Sugar is customarily measured by volume. As Bakechef said, professionals measure flour by weight, amateurs often just specify approximate measure. My focaccia recipe says 2 to 2-1/2 cups of bread flour, then describes what the dough feels like when the water/flour ratio is correct.

Fluid ounces is a volumetric measure and can be used to measure anything by volume. Depending on what you're measuring it could weigh almost anything.

Volumetric measures work well for substances that come in only one form, particularly liquids. Volumetric measurements fall apart when you start measuring things like chopped fresh spices. I often specify "packed" measures in this situation, but its still quite vague because you can pack it lightly or heavily and it will be a different amount but the same volume.

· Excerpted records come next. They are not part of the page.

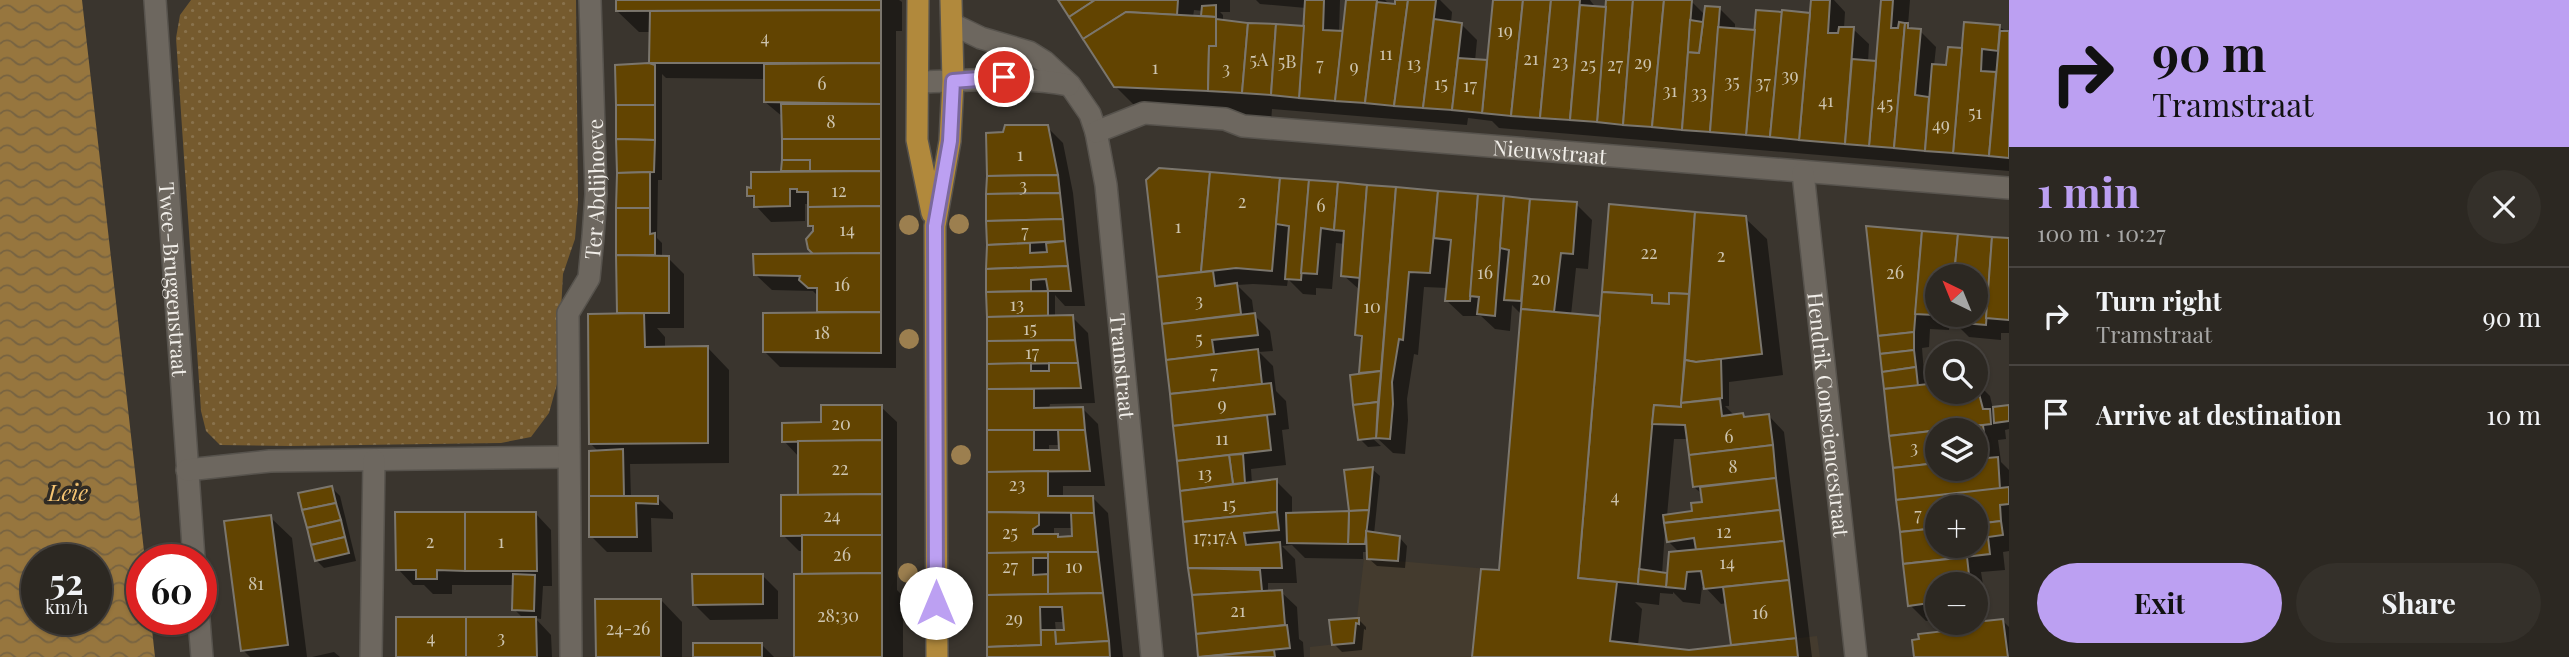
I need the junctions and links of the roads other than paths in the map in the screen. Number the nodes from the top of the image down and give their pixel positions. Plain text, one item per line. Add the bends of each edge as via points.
1 (155, 0) edge
2 (590, 0) edge
3 (918, 0) edge
4 (951, 0) edge
5 (952, 24) junction
6 (953, 81) junction
7 (918, 82) junction
8 (1070, 85) junction
9 (1096, 132) junction
10 (1803, 173) junction
11 (2009, 188) edge
12 (935, 226) junction
13 (568, 457) junction
14 (374, 460) junction
15 (187, 470) junction
16 (193, 544) edge
17 (200, 635) edge
18 (202, 657) edge
19 (371, 657) edge
20 (570, 657) edge
21 (937, 657) edge
22 (1152, 657) edge
23 (1856, 657) edge

1 - 15 street, Twee-Bruggenstraat
2 - 13 street, Ter Abdijhoeve via 596,194 589,278 568,313
3 - 7 main road
4 - 5 main road
5 - 6 main road
5 - 8 street, Tramstraat via 1028,52
6 - 7 street
6 - 8 street via 1004,77
6 - 12 main road via 950,141
7 - 12 main road via 917,140
8 - 9 street, Tramstraat
9 - 10 street, Nieuwstraat via 1144,113 1225,119 1243,126
9 - 22 street, Tramstraat via 1106,185
10 - 11 street, Nieuwstraat
10 - 23 street, Hendrik Consciencestraat
12 - 21 main road
13 - 14 street
13 - 20 street, Ter Abdijhoeve
14 - 15 street via 270,461
14 - 19 street
15 - 16 street, Twee-Bruggenstraat
17 - 18 street

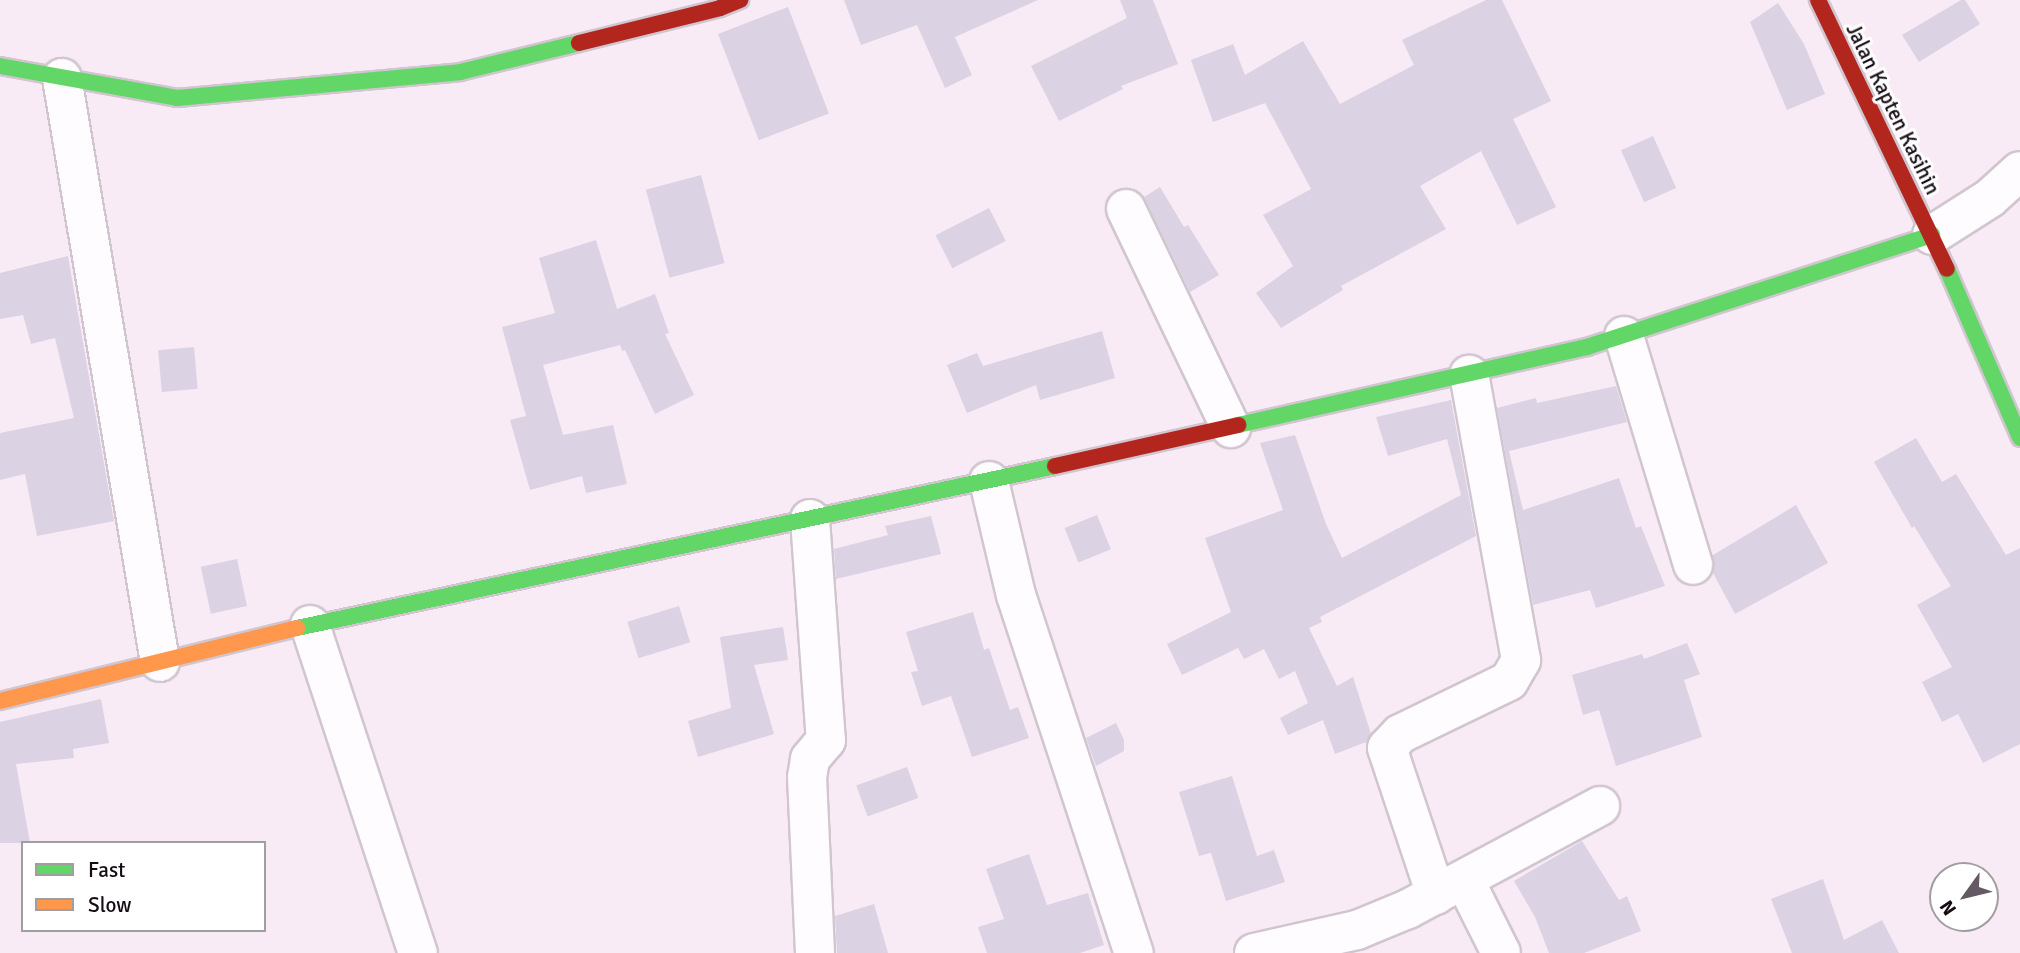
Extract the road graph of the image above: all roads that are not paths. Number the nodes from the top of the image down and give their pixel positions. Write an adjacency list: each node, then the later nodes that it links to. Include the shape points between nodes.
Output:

So I'm waiting for the US to switch to MKS units, but I'm not holding my breath. It's interesting that most food products sold in US (particularly package products) are marked in both old style units and MKS units. In an odd turn-about, importers face the problem that they often have to add labels to foreign imports that are marked in MKS units. I face this often when buying ingredients for my Thai, Chinese and Japanese cooking. Often nutritional information must be added by an extra label applied by the importer to meet US laws regarding package labeling.

So we should swing a deal. The US should switch to the MKS system and the rest of the world should start adding nutritional information.

Alas, I know I will never live long enough to see this. I predict full compliance might occur about 2060-2100 CE. There's another standard... AD is now CE (current era), and BC (before Christ) is now BCE.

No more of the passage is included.